We
love highlighting
the many good stories about
women’s achievements in science and technology. When the story involves a 1940s
Hollywood star-turned-inventor who developed technologies we all use with our
smartphones today … well, we just have to share it with the world.
Today
on Google’s homepage we’re celebrating Hedy Lamarr, the Austrian-born actress Hollywood
once dubbed “the most beautiful woman in the world.” Lamarr’s own story
reads like a movie script: bored by the film industry and feeling typecast,
Lamarr was more interested in helping the Allied war effort as World War
II broke out than in the roles she was being offered.
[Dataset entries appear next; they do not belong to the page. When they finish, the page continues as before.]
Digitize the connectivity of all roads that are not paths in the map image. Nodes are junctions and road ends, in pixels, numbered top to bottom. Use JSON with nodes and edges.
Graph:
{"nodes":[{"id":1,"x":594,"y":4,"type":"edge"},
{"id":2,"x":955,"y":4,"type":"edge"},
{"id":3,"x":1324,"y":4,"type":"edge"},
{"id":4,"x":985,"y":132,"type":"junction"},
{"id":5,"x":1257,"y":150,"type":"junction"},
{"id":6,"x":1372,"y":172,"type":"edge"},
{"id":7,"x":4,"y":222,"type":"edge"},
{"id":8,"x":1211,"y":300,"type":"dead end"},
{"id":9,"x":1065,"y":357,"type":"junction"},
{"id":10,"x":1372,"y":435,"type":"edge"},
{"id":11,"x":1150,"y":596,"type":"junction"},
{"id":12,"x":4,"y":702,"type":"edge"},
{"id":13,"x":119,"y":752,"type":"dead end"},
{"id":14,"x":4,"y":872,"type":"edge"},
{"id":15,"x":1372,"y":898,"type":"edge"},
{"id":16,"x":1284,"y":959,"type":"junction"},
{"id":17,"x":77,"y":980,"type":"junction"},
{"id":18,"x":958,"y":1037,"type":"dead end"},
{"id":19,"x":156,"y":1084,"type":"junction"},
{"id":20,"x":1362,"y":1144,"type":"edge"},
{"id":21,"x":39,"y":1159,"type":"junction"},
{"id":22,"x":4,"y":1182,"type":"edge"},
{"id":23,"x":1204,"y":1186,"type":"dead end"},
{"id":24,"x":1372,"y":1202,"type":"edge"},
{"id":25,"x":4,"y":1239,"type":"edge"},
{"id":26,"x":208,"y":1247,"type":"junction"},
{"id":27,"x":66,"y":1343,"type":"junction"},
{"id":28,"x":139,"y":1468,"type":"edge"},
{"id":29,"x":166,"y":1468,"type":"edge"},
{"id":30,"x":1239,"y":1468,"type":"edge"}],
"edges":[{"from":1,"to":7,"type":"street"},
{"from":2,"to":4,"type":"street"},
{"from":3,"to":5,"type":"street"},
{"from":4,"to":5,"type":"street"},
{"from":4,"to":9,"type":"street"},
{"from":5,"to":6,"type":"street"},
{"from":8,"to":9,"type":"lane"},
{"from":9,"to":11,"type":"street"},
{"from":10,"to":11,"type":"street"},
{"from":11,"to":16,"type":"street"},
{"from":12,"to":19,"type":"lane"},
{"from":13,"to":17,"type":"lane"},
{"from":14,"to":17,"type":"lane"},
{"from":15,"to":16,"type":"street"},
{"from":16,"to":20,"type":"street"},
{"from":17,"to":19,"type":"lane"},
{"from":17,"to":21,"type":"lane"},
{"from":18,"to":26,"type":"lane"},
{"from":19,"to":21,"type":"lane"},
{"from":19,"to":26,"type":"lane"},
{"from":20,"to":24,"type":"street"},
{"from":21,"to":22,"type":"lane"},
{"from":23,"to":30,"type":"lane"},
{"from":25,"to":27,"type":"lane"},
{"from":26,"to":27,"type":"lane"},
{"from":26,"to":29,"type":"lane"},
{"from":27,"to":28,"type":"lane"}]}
She had some
background in military munitions (yes, really), and together with a composer
friend, George Antheil, used the principles of how pianos worked (yep, pianos)
to identify a way to prevent German submarines from jamming Ally radio signals.
The patent for “frequency hopping” Lamarr co-authored laid the groundwork for
widely-used technologies like Bluetooth, GPS and wifi that we rely upon daily.
It’s
no wonder, then, that Lamarr has kind of a mythical status at Google, and I was
pretty excited at the chance to tell her story in Doodle form. This took some
tinkering of my own—after deciding on the movie format as a nod to her
Hollywood career, I dug through old fashion illustrations and movie posters to
try to capture the look and feel of the 1940’s. Sketching storyboards on a
yellow notepad helped me figure out how to show Lamarr in very different
scenarios—movie star by day, inventor by night—which we then animated and set
to the awesome soundtrack created by composer Adam Ever-Hadani.